» **Task goal**: Which lines of the records below contain the word "회암사길"? Show each one.

» **Records provided**:
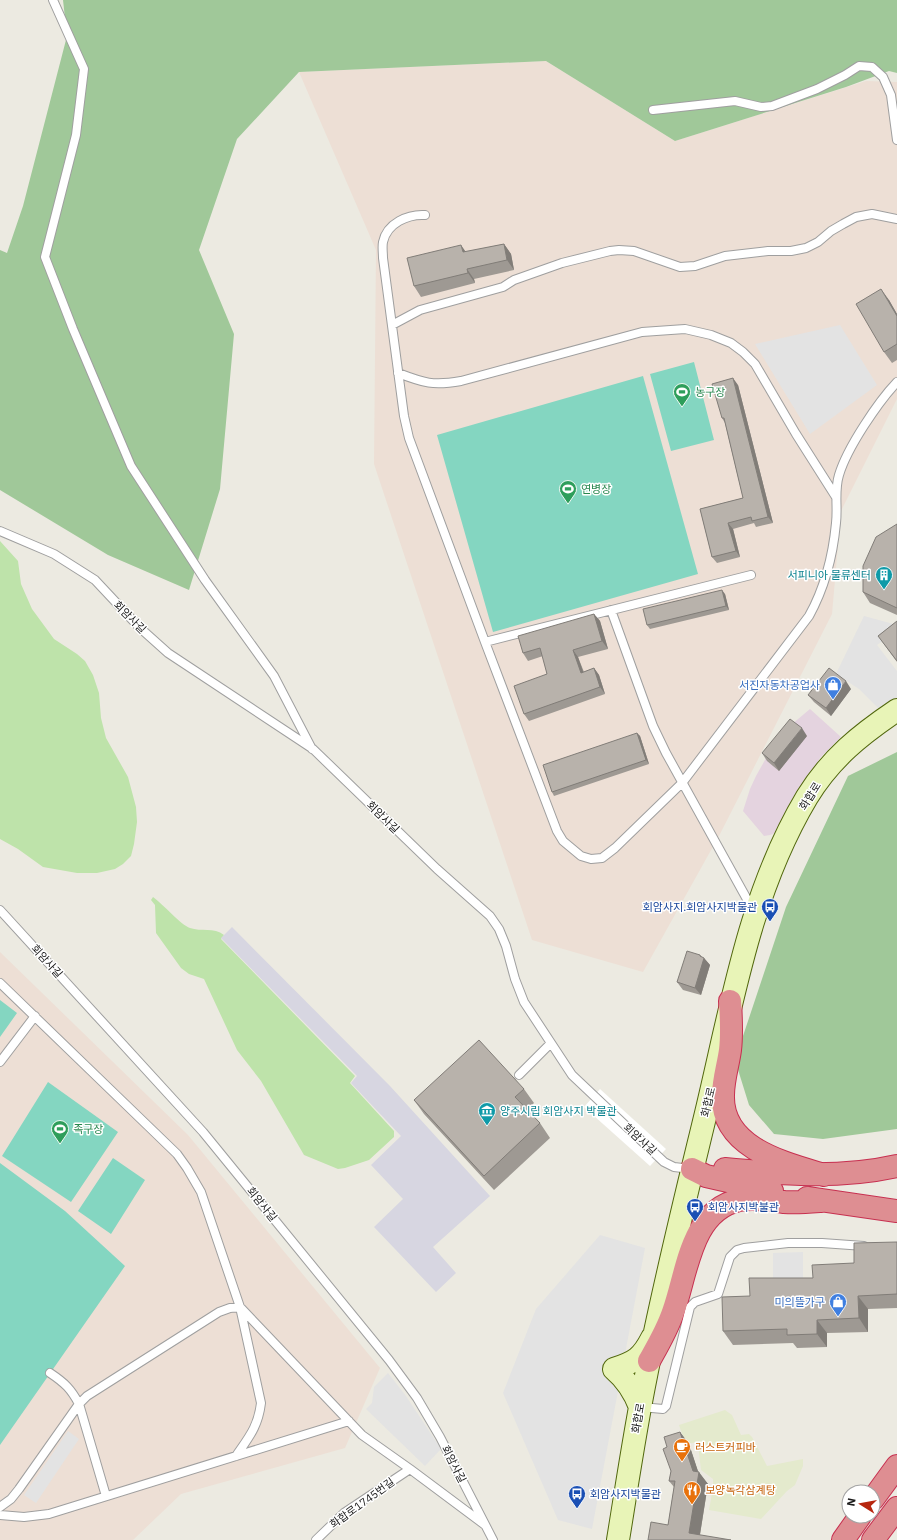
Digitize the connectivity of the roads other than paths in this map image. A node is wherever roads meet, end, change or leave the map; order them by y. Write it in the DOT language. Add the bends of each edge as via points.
graph roads {
  1 [pos="53,0"];
  2 [pos="653,110"];
  3 [pos="897,140"];
  4 [pos="425,215"];
  5 [pos="897,219"];
  6 [pos="392,325"];
  7 [pos="398,373"];
  8 [pos="897,382"];
  9 [pos="836,497"];
  10 [pos="0,532"];
  11 [pos="752,574"];
  12 [pos="611,610"];
  13 [pos="485,642"];
  14 [pos="897,710"];
  15 [pos="313,750"];
  16 [pos="682,783"];
  17 [pos="0,910"];
  18 [pos="755,915"];
  19 [pos="0,983"];
  20 [pos="730,1002"];
  21 [pos="35,1016"];
  22 [pos="550,1044"];
  23 [pos="0,1062"];
  24 [pos="519,1075"];
  25 [pos="897,1166"];
  26 [pos="692,1170"];
  27 [pos="824,1175"];
  28 [pos="821,1201"];
  29 [pos="897,1211"];
  30 [pos="873,1246"];
  31 [pos="240,1307"];
  32 [pos="656,1330"];
  33 [pos="649,1361"];
  34 [pos="50,1373"];
  35 [pos="79,1404"];
  36 [pos="640,1407"];
  37 [pos="349,1421"];
  38 [pos="236,1456"];
  39 [pos="897,1466"];
  40 [pos="410,1469"];
  41 [pos="881,1488"];
  42 [pos="106,1496"];
  43 [pos="0,1507"];
  44 [pos="897,1508"];
  45 [pos="0,1515"];
  46 [pos="854,1524"];
  47 [pos="486,1526"];
  48 [pos="316,1540"];
  49 [pos="493,1540"];
  50 [pos="618,1540"];
  51 [pos="843,1540"];
  52 [pos="873,1540"];
  1 -- 15 [label="lane" via="84,69 76,135 45,257 131,466 205,580 274,676"];
  2 -- 3 [label="lane" via="735,101 761,107 772,106 817,89 859,66 872,66 883,77 891,95"];
  4 -- 6 [label="lane" via="416,214 394,224 383,242"];
  5 -- 6 [label="lane" via="872,214 856,217 806,248 725,256 695,266 680,267 634,251 610,251 562,263 514,280 503,287 420,310"];
  6 -- 7 [label="lane"];
  7 -- 9 [label="lane" via="422,382 443,384 642,332 685,329 711,335 730,343 755,364"];
  7 -- 13 [label="lane" via="410,438"];
  8 -- 9 [label="lane" via="859,434 839,475"];
  9 -- 16 [label="lane" via="837,523 822,591 817,602"];
  10 -- 15 [label="lane, 회암사길" via="54,554 95,580 139,627 168,653"];
  11 -- 12 [label="lane"];
  12 -- 13 [label="lane"];
  12 -- 16 [label="lane" via="653,726"];
  13 -- 16 [label="lane" via="557,831 563,841 580,856 602,858"];
  14 -- 18 [label="main road, 화합로" via="846,748 831,763 812,791 775,861"];
  15 -- 22 [label="lane, 회암사길" via="490,916 504,940 524,1002"];
  16 -- 18 [label="lane"];
  17 -- 47 [label="lane, 회암사길" via="203,1132 389,1360 417,1398 440,1437"];
  18 -- 20 [label="main road, 화합로"];
  19 -- 21 [label="lane"];
  20 -- 26 [label="main road, 화합로"];
  20 -- 27 [label="highway" via="730,1048 723,1097 730,1124 738,1136 768,1156"];
  21 -- 23 [label="lane"];
  21 -- 31 [label="lane" via="162,1138 187,1168 201,1192"];
  22 -- 24 [label="lane"];
  22 -- 26 [label="lane, 회암사길" via="576,1080 664,1162 674,1167"];
  25 -- 27 [label="highway" via="859,1173"];
  26 -- 27 [label="highway" via="717,1168"];
  26 -- 28 [label="highway" via="706,1176"];
  26 -- 32 [label="main road, 화합로"];
  28 -- 29 [label="highway"];
  28 -- 33 [label="highway" via="751,1199 728,1204 712,1215 702,1228 692,1249 670,1320"];
  30 -- 36 [label="lane" via="800,1242 744,1248 733,1252 718,1294 695,1302 690,1307 666,1406 660,1410"];
  31 -- 35 [label="lane" via="219,1312 87,1396"];
  31 -- 37 [label="lane"];
  31 -- 38 [label="lane" via="261,1403 254,1429"];
  32 -- 33 [label="main road, 화합로"];
  32 -- 36 [label="main road" via="640,1357 614,1369 631,1386"];
  33 -- 36 [label="main road, 화합로"];
  34 -- 35 [label="lane" via="72,1390"];
  35 -- 42 [label="lane"];
  35 -- 43 [label="lane" via="19,1489"];
  36 -- 50 [label="main road, 화합로"];
  37 -- 38 [label="lane"];
  37 -- 40 [label="lane" via="362,1435"];
  38 -- 42 [label="lane"];
  39 -- 41 [label="highway"];
  40 -- 47 [label="lane"];
  40 -- 48 [label="lane, 화합로1745번길" via="344,1513"];
  42 -- 45 [label="lane" via="49,1514 24,1517"];
  44 -- 52 [label="highway"];
  46 -- 51 [label="highway"];
  47 -- 49 [label="lane"];
}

» **Solution to the problem**:
  10 -- 15 [label="lane, 회암사길" via="54,554 95,580 139,627 168,653"];
  15 -- 22 [label="lane, 회암사길" via="490,916 504,940 524,1002"];
  17 -- 47 [label="lane, 회암사길" via="203,1132 389,1360 417,1398 440,1437"];
  22 -- 26 [label="lane, 회암사길" via="576,1080 664,1162 674,1167"];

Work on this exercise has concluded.